##### Data for processing

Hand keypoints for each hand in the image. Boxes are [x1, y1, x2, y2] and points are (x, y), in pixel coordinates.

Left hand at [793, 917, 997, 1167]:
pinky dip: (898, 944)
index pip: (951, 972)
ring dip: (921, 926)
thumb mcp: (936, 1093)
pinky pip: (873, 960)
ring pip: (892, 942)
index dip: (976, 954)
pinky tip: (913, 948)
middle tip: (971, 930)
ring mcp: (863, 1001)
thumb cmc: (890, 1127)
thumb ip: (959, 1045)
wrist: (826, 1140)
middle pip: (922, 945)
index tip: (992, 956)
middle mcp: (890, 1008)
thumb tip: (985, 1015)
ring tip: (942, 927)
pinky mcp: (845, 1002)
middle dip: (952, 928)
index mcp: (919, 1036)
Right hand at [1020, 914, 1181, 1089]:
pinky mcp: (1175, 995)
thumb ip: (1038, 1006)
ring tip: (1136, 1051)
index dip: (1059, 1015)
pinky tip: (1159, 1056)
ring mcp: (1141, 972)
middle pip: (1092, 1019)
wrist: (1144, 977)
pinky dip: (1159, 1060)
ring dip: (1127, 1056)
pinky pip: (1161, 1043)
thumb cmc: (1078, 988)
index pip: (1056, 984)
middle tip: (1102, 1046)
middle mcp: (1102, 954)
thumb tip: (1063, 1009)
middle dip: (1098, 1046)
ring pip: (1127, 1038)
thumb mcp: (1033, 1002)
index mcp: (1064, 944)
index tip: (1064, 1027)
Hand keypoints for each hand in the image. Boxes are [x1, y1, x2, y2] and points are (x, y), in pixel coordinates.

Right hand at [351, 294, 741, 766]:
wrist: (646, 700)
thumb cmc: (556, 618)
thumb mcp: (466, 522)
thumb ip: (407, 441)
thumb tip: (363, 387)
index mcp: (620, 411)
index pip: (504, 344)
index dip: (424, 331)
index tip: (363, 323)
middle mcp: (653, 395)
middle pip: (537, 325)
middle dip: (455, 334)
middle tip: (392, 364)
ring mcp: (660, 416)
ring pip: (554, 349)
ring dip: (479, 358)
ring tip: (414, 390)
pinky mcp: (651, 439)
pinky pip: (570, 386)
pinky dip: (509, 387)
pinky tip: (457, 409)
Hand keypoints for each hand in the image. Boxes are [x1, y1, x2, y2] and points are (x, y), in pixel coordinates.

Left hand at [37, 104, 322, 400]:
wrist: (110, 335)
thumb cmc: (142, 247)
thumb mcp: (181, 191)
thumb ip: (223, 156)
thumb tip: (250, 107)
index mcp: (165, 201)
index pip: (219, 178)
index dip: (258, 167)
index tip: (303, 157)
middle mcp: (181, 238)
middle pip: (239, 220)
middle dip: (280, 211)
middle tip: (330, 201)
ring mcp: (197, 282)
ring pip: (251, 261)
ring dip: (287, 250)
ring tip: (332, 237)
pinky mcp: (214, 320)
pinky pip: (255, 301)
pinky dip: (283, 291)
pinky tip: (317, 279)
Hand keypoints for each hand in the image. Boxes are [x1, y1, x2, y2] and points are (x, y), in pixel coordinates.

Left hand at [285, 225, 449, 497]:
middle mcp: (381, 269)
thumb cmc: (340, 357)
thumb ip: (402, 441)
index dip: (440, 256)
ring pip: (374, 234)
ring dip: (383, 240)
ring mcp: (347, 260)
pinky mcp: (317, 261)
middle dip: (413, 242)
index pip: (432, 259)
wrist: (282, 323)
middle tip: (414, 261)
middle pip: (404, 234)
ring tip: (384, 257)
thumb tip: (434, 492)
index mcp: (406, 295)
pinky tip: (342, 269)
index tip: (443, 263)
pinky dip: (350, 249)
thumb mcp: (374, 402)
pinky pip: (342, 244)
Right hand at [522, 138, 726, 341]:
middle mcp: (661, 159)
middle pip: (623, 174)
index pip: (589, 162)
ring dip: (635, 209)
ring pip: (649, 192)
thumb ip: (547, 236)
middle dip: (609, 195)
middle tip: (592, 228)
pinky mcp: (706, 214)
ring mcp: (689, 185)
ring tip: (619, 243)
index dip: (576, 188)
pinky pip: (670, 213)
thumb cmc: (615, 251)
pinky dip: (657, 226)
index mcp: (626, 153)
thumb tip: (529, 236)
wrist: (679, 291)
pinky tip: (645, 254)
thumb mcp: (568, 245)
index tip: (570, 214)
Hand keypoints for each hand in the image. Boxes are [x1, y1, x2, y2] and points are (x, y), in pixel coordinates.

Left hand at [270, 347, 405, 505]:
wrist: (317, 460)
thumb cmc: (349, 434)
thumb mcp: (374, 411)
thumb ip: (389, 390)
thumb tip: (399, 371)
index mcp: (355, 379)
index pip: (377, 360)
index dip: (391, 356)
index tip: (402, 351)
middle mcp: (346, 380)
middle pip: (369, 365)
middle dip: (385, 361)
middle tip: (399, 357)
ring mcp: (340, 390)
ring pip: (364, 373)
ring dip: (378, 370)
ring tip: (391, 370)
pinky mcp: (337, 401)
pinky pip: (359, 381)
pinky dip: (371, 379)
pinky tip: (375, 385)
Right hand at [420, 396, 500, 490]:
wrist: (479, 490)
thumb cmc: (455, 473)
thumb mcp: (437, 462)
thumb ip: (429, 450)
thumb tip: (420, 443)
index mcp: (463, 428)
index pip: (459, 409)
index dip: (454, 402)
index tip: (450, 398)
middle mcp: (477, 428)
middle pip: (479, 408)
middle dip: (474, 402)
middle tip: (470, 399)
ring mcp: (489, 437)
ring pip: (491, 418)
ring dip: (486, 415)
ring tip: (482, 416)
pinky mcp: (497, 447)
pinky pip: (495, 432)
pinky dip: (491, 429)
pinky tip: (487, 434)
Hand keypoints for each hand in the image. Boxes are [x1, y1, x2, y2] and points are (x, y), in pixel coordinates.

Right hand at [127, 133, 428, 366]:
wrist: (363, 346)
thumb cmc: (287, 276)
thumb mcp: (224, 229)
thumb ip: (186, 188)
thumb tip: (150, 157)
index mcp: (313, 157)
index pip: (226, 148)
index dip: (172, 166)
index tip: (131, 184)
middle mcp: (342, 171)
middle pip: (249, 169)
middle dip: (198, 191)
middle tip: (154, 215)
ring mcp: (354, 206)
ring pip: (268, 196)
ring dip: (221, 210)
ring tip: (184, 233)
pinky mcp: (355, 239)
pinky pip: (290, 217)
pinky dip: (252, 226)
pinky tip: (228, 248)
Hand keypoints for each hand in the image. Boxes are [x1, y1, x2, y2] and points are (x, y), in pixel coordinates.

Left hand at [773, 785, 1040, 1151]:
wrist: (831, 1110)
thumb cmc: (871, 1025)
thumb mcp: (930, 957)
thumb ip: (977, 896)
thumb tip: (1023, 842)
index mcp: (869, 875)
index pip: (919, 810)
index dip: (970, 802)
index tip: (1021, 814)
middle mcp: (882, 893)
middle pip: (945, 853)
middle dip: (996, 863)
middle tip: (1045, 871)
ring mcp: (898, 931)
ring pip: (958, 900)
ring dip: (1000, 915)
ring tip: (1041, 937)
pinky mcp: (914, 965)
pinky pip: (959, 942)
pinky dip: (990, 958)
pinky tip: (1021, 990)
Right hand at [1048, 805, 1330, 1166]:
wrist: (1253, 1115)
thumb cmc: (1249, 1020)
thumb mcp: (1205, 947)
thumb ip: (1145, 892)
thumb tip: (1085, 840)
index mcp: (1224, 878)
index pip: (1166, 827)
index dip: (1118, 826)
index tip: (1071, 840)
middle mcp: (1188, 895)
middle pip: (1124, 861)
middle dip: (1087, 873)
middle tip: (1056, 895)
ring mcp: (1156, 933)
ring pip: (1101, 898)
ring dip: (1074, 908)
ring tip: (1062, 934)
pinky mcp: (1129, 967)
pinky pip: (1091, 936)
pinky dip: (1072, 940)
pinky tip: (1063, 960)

##########

Work item: Look above for the line holding "middle mcp: (477, 428)" and the line holding "pinky tip: (487, 434)". Retype both, and every line between them, word for word and nothing else.

Output of the task:
middle mcp: (477, 428)
middle pip: (479, 408)
middle dip: (474, 402)
middle tip: (470, 399)
ring mcp: (489, 437)
ring pip: (491, 418)
ring dip: (486, 415)
ring tip: (482, 416)
pinky mcp: (497, 447)
pinky pip: (495, 432)
pinky dip: (491, 429)
pinky tip: (487, 434)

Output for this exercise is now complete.